# Airbus to boost A320’s green technology with ‘Sharklet’



## DET63 (Dec 9, 2009)

> Sunday, 15 November 2009, Criselda E. Diala, Dubai
> 
> Airbus on Sunday said it seeks to further enhance the eco-efficiency and payload performance of its A320 fleet model with the launch of the “Sharklet” large wingtip devices.
> 
> ...


Link


----------



## PetalumaLoco (Dec 9, 2009)

DET63 said:


> > Sunday, 15 November 2009, Criselda E. Diala, Dubai...
> >
> > It has also been designed to increase the aircraft’s revenue payload by about 500 kilograms and *allow an additional 20 passengers on board*. Airbus claims that at $900,000, Sharklet is cheap because it guarantees cost-effectiveness, allowing airlines to save on operating costs and redeem the value within only less than four years of operating the Sharklet-fitted aircraft.


This is how cabins become cattle cars.


----------



## Rumpled (Dec 9, 2009)

Using 500 kilos divided by 20 pax gives us children - the average weight would only be 55 lbs.

Those seem kinda like those little wingtips that came out some years ago, but don't seem as popular on new craft to me.


----------



## PetalumaLoco (Dec 9, 2009)

Rumpled said:


> Using 500 kilos divided by 20 pax gives us children - the average weight would only be 55 lbs.
> Those seem kinda like those little wingtips that came out some years ago, but don't seem as popular on new craft to me.


Yes I wondered about the weight calc too. Maybe they're using this opportunity to lose a little legroom throughout the plane and hoping no one will notice.

Ah, maybe this is what's going on. With the sharklets they can increase the take-off weight. So add that in.

Link


----------



## PetalumaLoco (Dec 9, 2009)

These wingtip sharklets are huge compared to what I've seen before.


----------



## tp49 (Dec 9, 2009)

The "sharklets" look a lot like what Boeing has been using on the 737 for the last at least five years or so. Took Airbus awhile to catch up I guess.


----------



## jis (Dec 9, 2009)

tp49 said:


> The "sharklets" look a lot like what Boeing has been using on the 737 for the last at least five years or so. Took Airbus awhile to catch up I guess.

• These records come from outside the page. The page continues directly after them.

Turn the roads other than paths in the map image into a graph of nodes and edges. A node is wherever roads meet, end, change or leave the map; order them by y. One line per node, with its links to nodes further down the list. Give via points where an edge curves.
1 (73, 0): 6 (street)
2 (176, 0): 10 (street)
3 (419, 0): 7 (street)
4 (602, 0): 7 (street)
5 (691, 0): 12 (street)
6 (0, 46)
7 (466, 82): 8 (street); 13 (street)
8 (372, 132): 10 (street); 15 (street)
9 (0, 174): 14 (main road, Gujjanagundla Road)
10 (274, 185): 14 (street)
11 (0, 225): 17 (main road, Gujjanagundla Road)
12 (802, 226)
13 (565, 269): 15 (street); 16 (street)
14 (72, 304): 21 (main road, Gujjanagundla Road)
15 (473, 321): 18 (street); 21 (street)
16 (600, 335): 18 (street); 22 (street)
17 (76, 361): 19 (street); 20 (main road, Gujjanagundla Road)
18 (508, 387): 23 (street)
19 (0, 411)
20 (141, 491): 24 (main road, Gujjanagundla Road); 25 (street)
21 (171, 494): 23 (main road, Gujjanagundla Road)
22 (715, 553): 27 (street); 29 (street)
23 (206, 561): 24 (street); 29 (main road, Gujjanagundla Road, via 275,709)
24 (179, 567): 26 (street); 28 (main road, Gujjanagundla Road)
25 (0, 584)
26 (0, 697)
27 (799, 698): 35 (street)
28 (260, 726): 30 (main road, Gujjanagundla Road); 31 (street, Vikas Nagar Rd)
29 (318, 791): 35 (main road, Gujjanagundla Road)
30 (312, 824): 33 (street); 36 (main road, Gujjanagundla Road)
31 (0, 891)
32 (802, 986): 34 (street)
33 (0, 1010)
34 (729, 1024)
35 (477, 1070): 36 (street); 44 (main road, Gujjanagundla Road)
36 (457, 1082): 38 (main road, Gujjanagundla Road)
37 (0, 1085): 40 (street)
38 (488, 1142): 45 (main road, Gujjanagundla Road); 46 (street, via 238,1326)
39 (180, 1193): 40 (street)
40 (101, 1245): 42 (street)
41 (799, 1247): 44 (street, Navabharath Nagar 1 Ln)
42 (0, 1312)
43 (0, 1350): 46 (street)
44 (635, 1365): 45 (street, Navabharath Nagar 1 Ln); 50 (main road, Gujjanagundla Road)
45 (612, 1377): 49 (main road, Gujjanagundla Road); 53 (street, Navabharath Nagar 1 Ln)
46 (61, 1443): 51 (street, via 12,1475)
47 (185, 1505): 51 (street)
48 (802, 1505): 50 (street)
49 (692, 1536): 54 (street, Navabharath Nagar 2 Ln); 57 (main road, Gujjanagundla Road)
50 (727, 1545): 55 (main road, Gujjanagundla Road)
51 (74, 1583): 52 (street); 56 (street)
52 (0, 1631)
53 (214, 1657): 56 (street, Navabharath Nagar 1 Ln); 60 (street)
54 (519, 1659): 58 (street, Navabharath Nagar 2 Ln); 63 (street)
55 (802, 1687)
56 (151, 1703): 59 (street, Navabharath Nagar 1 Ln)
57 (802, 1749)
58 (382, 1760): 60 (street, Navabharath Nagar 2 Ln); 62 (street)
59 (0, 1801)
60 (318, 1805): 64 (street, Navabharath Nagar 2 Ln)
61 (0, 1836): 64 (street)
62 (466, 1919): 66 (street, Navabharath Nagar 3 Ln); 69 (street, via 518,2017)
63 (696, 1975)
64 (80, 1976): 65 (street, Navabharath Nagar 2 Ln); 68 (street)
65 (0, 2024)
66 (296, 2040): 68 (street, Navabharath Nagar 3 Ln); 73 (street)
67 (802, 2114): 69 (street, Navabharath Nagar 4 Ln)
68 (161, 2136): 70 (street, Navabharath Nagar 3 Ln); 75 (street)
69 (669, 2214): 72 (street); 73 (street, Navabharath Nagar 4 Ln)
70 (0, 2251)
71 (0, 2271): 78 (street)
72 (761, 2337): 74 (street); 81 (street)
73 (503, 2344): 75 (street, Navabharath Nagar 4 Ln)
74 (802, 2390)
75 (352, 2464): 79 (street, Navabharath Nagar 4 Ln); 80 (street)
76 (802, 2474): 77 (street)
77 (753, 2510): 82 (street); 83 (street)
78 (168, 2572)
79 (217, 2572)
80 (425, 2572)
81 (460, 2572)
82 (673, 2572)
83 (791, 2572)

Actually, the winglets added to 737, 757 and 767s were not a Boeing product. They were produced and sold by another company as an add-on. Boeing has only recently decided to include those as original equipment.

But then again, the 747 and the Airbus 330/340 has had pretty large winglets for quite some time.


----------



## PetalumaLoco (Dec 9, 2009)

tp49 said:


> The "sharklets" look a lot like what Boeing has been using on the 737 for the last at least five years or so. Took Airbus awhile to catch up I guess.


OK, I managed to look up what Boeing and Airbus are doing. The 737 winglets are 7 or 11 ft long depending on 737 model, the A320 winglet is about the same, but raked a bit more.

Airbus has been playing with these on the 320 since 2006. Boeing definitely got the drop on them. A Seattle company will manufacture both Boeing and Airbus winglets.


----------



## leemell (Dec 9, 2009)

DET63 said:


> > Sunday, 15 November 2009, Criselda E. Diala, Dubai
> >
> > Airbus on Sunday said it seeks to further enhance the eco-efficiency and payload performance of its A320 fleet model with the launch of the “Sharklet” large wingtip devices.
> >
> > ...


 

These are known as Whitcomb winglets, first designed and developed by Richard Whitcomb of NASA (and NACA, NASA's predecessor) in the 50's. Richard died just a couple of months ago, he is also responsible for the area rule fuselage that allows supersonic flight and reduced drag in all aircraft. His worked touched all aircraft.


----------



## DET63 (Dec 14, 2009)

leemell said:


> DET63 said:
> 
> 
> > > Sunday, 15 November 2009, Criselda E. Diala, Dubai
> ...


But has it "touched" trains?


----------